A retrospective review of the electronic medical record was conducted for a patient admitted to the intensive care unit following exertional heat injury during Army training. Data collected included presenting symptoms, laboratory findings, compartment pressures, imaging studies, and hospital course. Laboratory parameters reviewed included creatine kinase (CK), renal function markers, liver enzymes, and electrolyte abnormalities.

Results

A 30-year-old African American male with known sickle cell trait presented on March 10, 2025, with severe bilateral leg pain following intense physical exertion during military training. Initial evaluation demonstrated profound rhabdomyolysis with creatine kinase levels exceeding 100,000 U/L, severe hepatic injury with AST/ALT levels approaching 8,000 U/L, and acute kidney injury with serum creatinine of 4.7 mg/dL. The patient required urgent hemodialysis, ultimately receiving four dialysis sessions during hospitalization.

Physical examination revealed tense compartments of the lower extremities with pain out of proportion to examination. Interstitial compartment pressure monitoring demonstrated marked elevation of the left lateral compartment pressure at 70 mmHg (range 65–75 mmHg), consistent with compartment syndrome. The patient was managed with urgent surgical evaluation and intensive supportive care, including aggressive intravenous fluid resuscitation and metabolic stabilization.

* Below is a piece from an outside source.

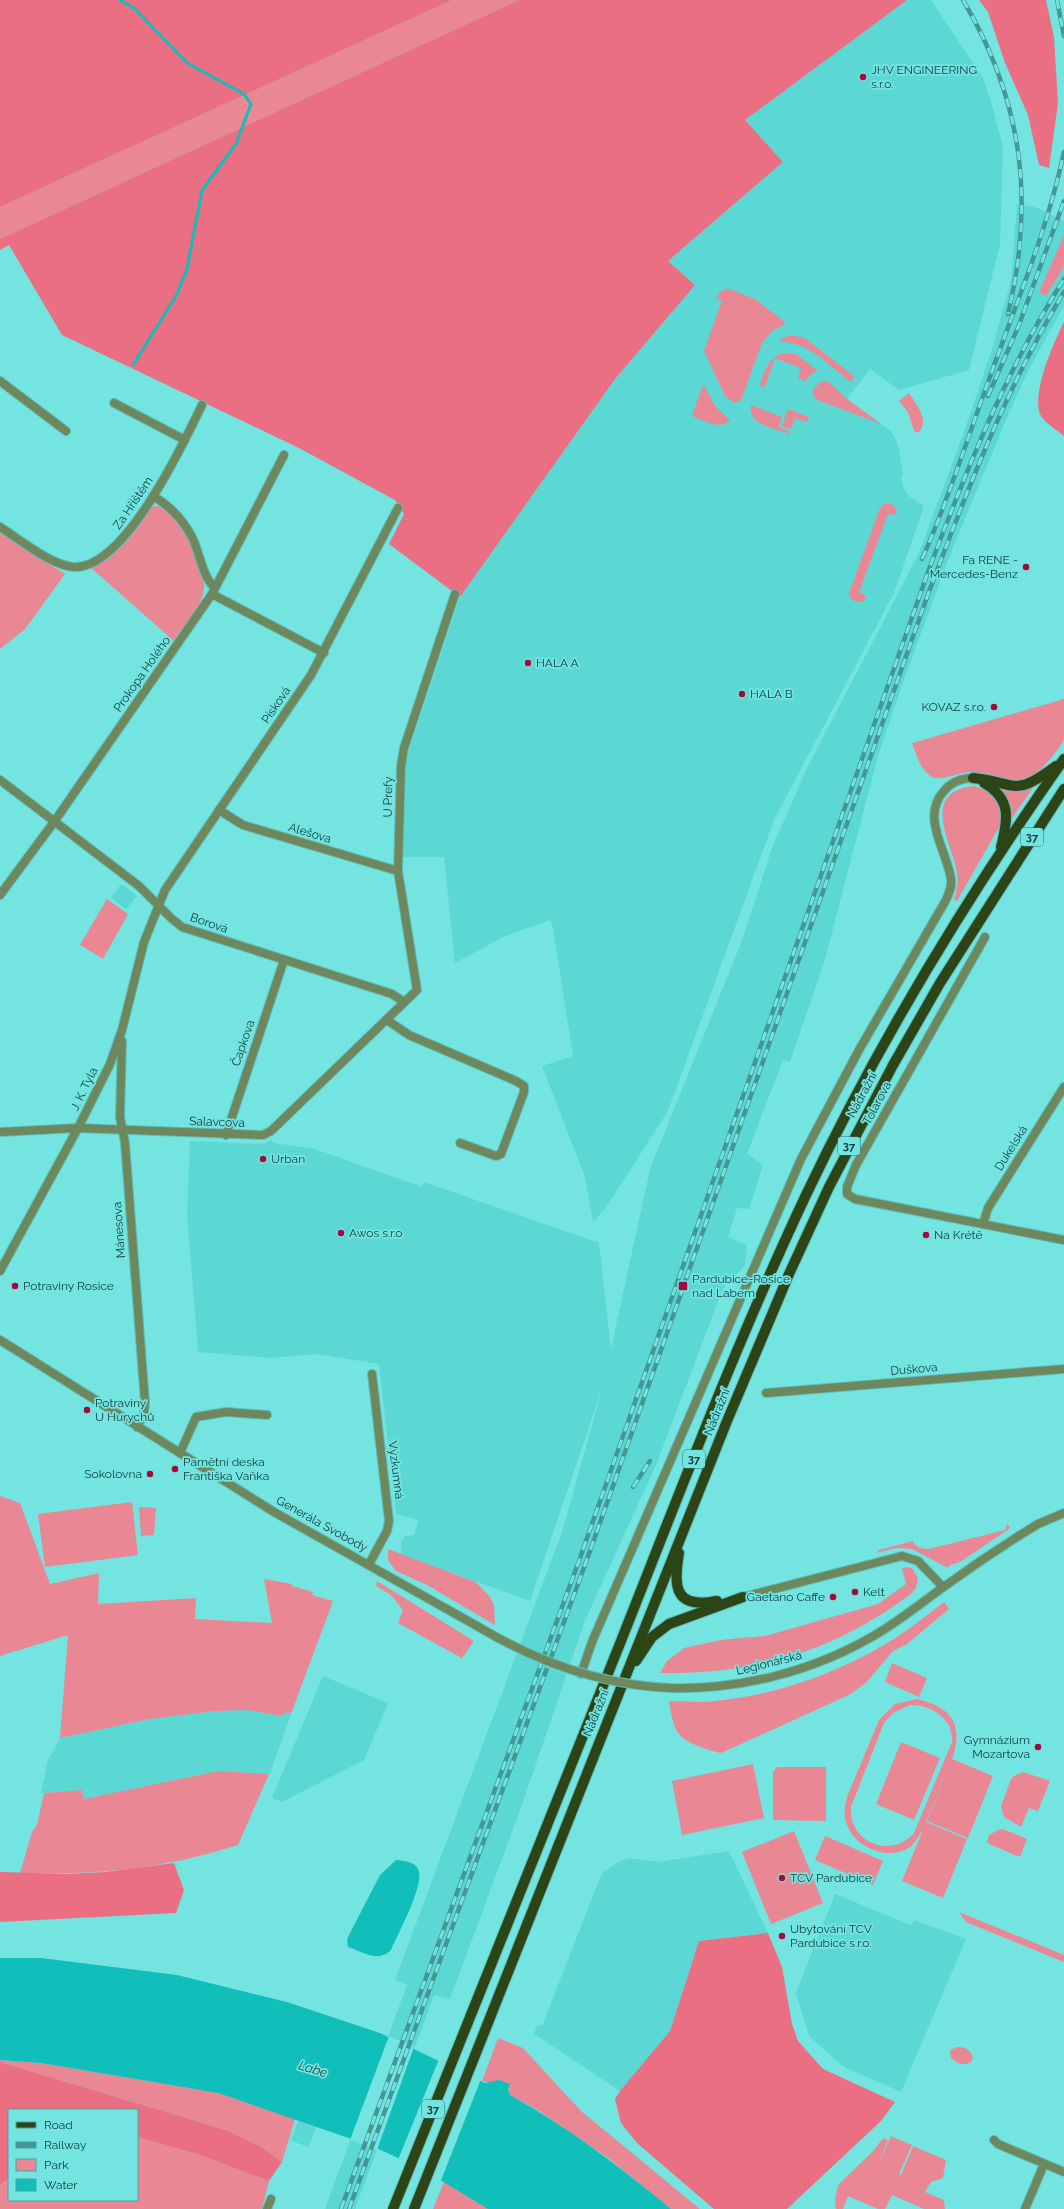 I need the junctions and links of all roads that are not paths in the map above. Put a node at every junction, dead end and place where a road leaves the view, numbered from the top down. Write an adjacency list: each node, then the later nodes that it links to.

During hospitalization from March 11–19, 2025, the patient remained in the ICU for management of conditions. Renal function improved following dialysis, and laboratory markers including CK and liver enzymes gradually trended down. The patient was discharged with close outpatient follow-up and temporary medical leave from military duty.

Discussion

This case highlights a potential interaction between sickle cell trait, exertional heat injury, severe rhabdomyolysis, and compartment syndrome. Under conditions of extreme physiologic stress, individuals with SCT may experience episodic erythrocyte sickling leading to microvascular obstruction and impaired skeletal muscle perfusion [1,2]. These mechanisms may amplify exertional muscle injury and contribute to severe rhabdomyolysis and compartment syndrome. Large cohort studies have demonstrated increased risk of exertional rhabdomyolysis among individuals with SCT, particularly in military populations exposed to intense physical stress [4,6]. Recognition of SCT as a potential risk factor for severe exertional complications may facilitate earlier diagnosis and management in high-risk individuals. Further research is needed to clarify whether SCT independently increases susceptibility to compartment syndrome in the setting of exertional heat injury and rhabdomyolysis.